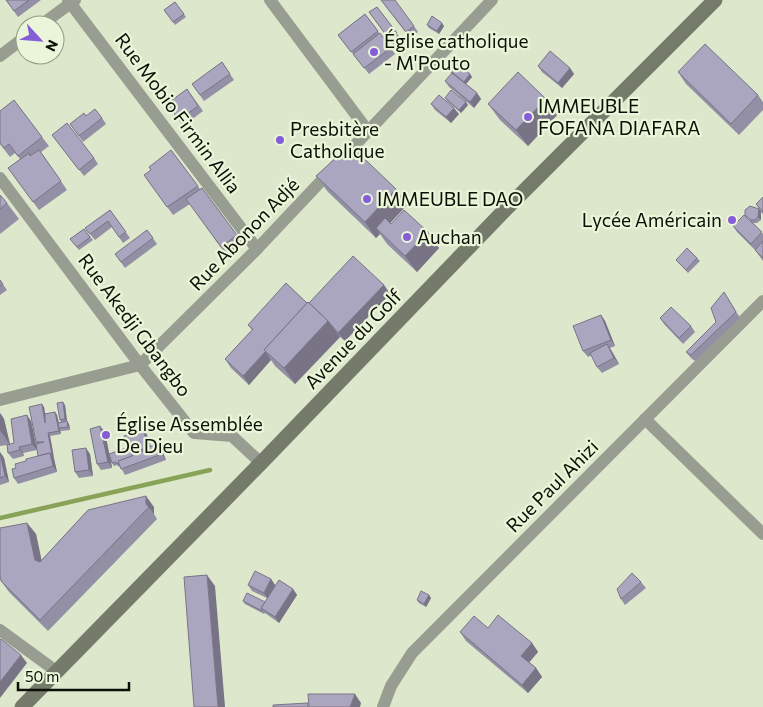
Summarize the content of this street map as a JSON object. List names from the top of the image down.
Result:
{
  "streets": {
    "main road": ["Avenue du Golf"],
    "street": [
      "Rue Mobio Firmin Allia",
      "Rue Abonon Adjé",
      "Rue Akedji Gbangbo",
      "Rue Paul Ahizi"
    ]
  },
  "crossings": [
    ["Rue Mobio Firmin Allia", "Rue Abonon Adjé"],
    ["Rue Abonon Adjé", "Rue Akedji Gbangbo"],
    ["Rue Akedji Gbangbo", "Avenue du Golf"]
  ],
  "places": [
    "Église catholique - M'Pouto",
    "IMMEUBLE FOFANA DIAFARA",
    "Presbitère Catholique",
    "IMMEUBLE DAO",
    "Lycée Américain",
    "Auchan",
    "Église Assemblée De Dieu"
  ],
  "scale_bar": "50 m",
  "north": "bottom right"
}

□ □ □ □

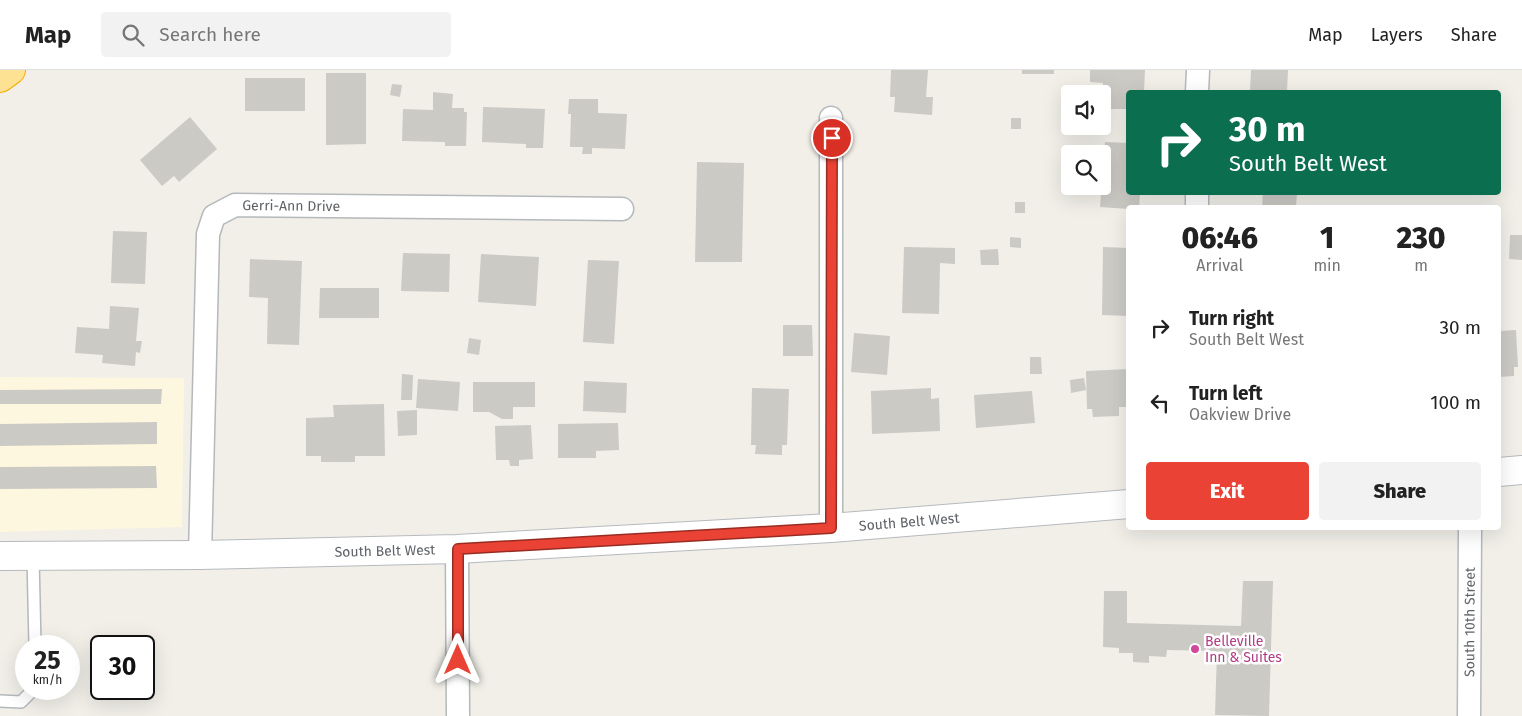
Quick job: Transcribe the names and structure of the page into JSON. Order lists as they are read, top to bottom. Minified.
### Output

□ □ □ □

Read through the material above, and whenever a line contains "names", copy it.

- [TASK RESPONSE]
Summarize the content of this street map as a JSON object. List names from the top of the image down.
Quick job: Transcribe the names and structure of the page into JSON. Order lists as they are read, top to bottom. Minified.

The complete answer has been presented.